Highly Active Biogenic Ice-Nucleating Particles of the West Greenland Phyllosphere may Impact Arctic Weather and Climate

Biogenic ice-nucleating particles (INPs) are widely detected in the Arctic atmosphere, where they potentially modulate Arctic mixed-phase clouds and consequently impact the regional climate. However, limited data on source environments, abundance, diversity, and atmospheric concentrations of biogenic INPs give rise to substantial uncertainties in aerosol-cloud interactions. As Arctic warming reduces snow and ice cover, accelerates greening, and increases periods of vegetation exposure, the aerosolization of plant-associated biogenic INPs may be enhanced. To better constrain the role of the phyllosphere microbiota and INPs in Arctic mixed-phase clouds, we collected quantitative data on INP and microbial community composition across three sites in western Greenland (Kangerlussuaq, Ilulissat, and Disko Island). Sampling was conducted from June to September, with each site visited two to three times. We combined freezing assays with bacterial community profiling and cultivation-based approaches. In addition, atmospheric samples were collected on filters (0.8 pore size) continuously from May to September on Disko Island to monitor variation in bioaerosol types and concentrations across the summer season.
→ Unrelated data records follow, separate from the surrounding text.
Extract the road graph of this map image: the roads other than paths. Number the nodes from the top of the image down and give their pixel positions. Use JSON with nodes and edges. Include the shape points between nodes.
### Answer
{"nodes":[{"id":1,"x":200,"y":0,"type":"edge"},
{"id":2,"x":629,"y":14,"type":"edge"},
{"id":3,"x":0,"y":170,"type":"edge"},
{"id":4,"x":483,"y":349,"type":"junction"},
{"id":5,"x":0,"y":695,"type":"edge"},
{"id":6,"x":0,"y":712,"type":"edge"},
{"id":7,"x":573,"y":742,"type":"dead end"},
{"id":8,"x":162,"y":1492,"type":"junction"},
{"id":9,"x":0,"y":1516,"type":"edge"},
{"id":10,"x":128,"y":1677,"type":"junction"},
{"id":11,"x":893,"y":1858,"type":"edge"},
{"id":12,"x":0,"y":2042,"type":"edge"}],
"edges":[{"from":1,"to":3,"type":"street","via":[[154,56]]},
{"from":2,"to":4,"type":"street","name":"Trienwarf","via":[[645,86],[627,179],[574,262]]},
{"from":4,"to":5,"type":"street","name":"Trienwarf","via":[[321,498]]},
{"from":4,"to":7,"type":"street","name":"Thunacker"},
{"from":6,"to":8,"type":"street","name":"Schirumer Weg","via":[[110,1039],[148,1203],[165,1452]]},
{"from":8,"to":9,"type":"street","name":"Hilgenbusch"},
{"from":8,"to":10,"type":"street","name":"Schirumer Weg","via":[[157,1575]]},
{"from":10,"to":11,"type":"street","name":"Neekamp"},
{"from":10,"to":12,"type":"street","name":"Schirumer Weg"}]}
We further investigated phyllosphere-associated microbial communities and biogenic INPs. Highly active INPs were detected across all locations, with onset freezing temperatures ranging from -3°C to -7°C. The highest INP concentration per gram of plant material active at -10°C was observed in Kangerlussuaq in September, when temperatures drop to subzero degrees, suggesting that environmental factors, such as temperature, trigger INP production. Members of the genus Pseudomonas were consistently present in the plant samples, and cultivation studies yielded eight ice-nucleation active (INA) isolates, all affiliated with this genus. Whole genome sequencing revealed that the isolates represented novel species and contained genes that encode ice-nucleation active proteins (INpro). Our findings show that the Arctic phyllosphere can serve as a source of highly active biogenic INPs and thus may contribute to regional atmospheric INP levels and further impact cloud processes. We conclude that biogenic INPs derived from the Arctic phyllosphere need to be included in atmospheric models to improve predictions of Arctic climate feedback.